Yesterday, pushing out a chair and waiting worked. This morning I sit down and repeat that action and once again, Marc joins me and spills his worries.
“There’s so much to do, and only six days left. I won’t even know if I made it through to the third stage until lunchtime.”
“Assume that you will.”
He nods, but his knee bounces.
“Assume you will, Marc,” I tell him again. “Assume you’ll smash it.” I don’t know how long he looks at me like I’ve said something special. Eventually I repeat it. “You’ll smash it. Now tell me, what does the next stage involve?”
“In-depth financial analysis. If I get through, I’d need to create accounts and come up with forecasts by close of play today. They’re really cranking up the pressure. It’s more than a day’s work to start from scratch.”
I can solve that problem.
“Those sound like the figures from my last loan application.”

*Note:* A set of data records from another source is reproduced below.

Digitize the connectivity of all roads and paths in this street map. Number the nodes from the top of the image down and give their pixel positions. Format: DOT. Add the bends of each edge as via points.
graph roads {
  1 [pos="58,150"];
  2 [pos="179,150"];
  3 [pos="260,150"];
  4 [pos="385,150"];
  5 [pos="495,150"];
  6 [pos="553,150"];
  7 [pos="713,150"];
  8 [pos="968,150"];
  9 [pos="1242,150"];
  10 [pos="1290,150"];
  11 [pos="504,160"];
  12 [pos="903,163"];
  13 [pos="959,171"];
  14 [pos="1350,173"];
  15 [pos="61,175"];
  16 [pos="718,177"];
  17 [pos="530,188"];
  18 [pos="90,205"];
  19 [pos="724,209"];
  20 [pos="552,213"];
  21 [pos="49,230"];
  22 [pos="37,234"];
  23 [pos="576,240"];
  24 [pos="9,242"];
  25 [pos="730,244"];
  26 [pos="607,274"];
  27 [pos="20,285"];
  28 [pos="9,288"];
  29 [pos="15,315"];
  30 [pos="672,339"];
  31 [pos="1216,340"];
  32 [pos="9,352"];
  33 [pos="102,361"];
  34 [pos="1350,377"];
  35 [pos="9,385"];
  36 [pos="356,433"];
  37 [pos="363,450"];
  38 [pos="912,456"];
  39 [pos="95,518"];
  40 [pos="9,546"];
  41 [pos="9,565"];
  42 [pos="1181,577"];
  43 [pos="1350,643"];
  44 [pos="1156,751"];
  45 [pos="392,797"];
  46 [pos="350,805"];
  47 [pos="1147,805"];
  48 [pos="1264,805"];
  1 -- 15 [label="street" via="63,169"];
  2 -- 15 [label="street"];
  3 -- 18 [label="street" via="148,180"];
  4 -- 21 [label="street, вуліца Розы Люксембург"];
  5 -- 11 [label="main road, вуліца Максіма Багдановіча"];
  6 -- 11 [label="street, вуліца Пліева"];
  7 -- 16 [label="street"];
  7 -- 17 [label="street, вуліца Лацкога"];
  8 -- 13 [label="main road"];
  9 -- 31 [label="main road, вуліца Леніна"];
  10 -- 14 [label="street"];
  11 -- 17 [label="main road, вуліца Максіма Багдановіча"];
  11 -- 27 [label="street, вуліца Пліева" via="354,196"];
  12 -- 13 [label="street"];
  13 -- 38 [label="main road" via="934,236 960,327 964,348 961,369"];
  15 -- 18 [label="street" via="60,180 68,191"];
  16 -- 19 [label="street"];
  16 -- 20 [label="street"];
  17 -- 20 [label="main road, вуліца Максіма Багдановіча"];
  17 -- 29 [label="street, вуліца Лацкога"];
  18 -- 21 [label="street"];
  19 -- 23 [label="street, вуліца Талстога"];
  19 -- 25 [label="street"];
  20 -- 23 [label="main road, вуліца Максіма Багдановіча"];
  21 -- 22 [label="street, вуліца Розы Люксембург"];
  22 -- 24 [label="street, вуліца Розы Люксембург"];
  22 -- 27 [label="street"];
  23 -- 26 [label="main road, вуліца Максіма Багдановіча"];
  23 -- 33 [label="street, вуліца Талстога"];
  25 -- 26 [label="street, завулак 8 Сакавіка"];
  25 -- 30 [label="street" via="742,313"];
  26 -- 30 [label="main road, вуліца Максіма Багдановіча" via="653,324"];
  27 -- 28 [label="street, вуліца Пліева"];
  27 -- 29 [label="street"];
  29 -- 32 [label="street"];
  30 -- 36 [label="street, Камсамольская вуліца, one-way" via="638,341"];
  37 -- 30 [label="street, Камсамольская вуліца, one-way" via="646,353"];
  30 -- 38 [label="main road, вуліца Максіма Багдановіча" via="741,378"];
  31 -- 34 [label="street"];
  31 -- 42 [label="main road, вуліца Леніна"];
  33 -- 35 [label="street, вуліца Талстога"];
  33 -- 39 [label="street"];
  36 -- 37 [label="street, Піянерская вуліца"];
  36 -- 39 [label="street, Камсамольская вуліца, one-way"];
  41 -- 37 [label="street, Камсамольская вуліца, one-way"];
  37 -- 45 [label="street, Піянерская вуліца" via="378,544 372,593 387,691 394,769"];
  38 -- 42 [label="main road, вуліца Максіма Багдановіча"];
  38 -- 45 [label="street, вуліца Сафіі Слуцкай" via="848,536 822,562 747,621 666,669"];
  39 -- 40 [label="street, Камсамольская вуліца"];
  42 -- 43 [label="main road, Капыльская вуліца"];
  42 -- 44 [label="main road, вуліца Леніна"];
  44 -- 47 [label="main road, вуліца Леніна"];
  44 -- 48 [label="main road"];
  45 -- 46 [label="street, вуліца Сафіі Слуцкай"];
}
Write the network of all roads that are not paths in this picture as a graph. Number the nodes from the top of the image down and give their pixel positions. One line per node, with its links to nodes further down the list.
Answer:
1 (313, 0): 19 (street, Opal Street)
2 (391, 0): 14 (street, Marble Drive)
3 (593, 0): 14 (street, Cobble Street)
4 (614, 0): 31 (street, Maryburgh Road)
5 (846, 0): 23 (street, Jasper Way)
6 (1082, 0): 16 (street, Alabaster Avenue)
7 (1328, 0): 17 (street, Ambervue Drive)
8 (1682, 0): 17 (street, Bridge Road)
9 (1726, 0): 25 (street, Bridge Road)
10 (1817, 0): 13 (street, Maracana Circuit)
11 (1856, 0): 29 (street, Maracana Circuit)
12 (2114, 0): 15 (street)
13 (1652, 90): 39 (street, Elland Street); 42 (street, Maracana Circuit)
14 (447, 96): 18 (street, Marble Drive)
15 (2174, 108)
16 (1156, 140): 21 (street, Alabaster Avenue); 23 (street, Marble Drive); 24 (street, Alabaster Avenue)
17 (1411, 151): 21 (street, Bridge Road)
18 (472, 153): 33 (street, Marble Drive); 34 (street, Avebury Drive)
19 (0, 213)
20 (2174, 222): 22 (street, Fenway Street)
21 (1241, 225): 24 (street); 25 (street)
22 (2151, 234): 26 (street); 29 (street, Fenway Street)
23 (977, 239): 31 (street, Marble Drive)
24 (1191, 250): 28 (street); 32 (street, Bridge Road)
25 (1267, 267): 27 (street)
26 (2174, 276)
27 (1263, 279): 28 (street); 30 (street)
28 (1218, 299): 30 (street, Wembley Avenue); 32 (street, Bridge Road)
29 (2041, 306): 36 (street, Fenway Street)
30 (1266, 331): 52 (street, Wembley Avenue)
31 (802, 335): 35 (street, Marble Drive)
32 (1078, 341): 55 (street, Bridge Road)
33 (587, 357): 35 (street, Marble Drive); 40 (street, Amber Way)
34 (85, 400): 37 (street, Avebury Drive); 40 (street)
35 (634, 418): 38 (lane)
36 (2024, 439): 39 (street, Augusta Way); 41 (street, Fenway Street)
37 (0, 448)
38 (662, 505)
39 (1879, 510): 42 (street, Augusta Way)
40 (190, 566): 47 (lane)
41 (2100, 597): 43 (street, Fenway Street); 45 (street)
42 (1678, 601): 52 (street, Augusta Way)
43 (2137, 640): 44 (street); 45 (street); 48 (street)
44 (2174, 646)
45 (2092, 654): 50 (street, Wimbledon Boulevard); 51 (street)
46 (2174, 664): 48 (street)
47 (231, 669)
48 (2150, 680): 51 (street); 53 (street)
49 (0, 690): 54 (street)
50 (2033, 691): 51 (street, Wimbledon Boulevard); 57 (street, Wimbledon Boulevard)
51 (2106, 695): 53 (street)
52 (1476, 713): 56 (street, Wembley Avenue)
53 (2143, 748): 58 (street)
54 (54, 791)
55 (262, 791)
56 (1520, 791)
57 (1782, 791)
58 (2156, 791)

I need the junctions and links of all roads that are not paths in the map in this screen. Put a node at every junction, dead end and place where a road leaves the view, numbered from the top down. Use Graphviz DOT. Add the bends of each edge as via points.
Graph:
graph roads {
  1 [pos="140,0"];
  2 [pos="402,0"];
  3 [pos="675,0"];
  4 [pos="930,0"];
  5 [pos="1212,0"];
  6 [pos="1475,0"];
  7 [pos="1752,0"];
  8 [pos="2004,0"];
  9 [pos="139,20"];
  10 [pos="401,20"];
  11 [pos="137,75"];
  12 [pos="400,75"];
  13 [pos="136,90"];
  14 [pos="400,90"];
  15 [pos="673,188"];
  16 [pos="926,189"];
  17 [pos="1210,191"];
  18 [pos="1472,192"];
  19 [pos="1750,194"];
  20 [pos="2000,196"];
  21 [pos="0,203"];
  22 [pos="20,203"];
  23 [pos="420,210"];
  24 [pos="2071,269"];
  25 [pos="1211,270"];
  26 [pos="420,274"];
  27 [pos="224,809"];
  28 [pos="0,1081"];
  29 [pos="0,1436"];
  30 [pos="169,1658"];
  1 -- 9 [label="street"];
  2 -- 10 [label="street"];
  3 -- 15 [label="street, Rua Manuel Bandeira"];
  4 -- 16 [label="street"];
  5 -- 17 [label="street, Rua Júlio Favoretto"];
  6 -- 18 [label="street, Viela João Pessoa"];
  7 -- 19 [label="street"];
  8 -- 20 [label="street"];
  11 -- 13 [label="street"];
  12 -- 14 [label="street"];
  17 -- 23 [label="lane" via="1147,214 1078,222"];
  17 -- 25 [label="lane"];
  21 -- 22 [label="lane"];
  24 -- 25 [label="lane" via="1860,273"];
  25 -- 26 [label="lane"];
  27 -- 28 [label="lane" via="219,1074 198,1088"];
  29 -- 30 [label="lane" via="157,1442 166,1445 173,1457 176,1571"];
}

I know I already agreed to give him access to my finances, but I can’t say I like the idea of baring this part of my soul. Part of me wants to slink out of this kitchen like Jess might, my tail between my legs at the thought of him discovering how close to the financial edge the farm skates with my hand on its tiller.
“Use them,” I make myself say. “Do it while I square away the morning yard work.” He eyes my arm, which I bend and flex again, ignoring how it twinges. I also try to sound casual. “It would actually do me good to ease back into it.”
“Yeah?” He’s still dubious. “You’d really take it easy?”
“Definitely.” I’m not sure he’s convinced, so I push my laptop his way. “And it would be even better to get away from emails from the bank too. They come every single morning to start my day on a downer.”
“Why don’t you filter them?”
“What?”
He sets one up, every email from the bank neatly corralled where I only have to look if I want to. “There. You run your business, not them, so you get to decide what goes in your inbox, right?”
“Thanks.”
He smiles, and that’s better—his shoulders lose their tension, his jaw too, so I slide a mug of tea next to him and take my own out to the yard, shutting the kitchen door behind me. I do take a last look before the door closes—Marc’s already absorbed by my business, and I don’t know why that means I cross the yard grinning when that also means he’ll see my missteps, but Jess trots beside me, her tail swinging, so maybe it’s a morning for being happy.
I can’t help wondering what he’ll think once he strips my plans back to profit and loss instead of emotion, because that’s what they’re packed with—my heart and soul wrapped up like a wedding present that the bank keeps rejecting.
I wonder if he will too. By lunchtime, it’s my turn to have the jitters, only not about loans or the next stage of Marc’s interview—I only care about his opinion.
Keeping busy is a good distraction. I shift those steel bins back into the feed store and heft the last bales of hay into the loft. Those chores stave off my second-guessing. They also make my arm ache, so I return to the kitchen to find him still focussed.
He mutters, “Thanks,” when I reheat pasties for lunch. He also tells me he made it through to the third stage.
“Smashed it, see?” I’m not sure he hears me, already engrossed again, so I get back to working. Eventually, I have to give in, my arm screaming, and I head back to the farmhouse. He looks up as I open the door, and then checks the time. “Fuck. I had no idea.” He stands.
“Don’t feel like you have to go on my account.”
“No, I need to.” He shuts the laptop lid first before stopping my heart. “I’ve got a date.” My heart stutters back to life as soon as he continues. “With John. I promised to take a look at his pension forecasts.” He gets up, pausing at the kitchen door. “They’re good, Stef.”
“John’s pension forecasts?” I’m not ready to think about my right-hand man retiring.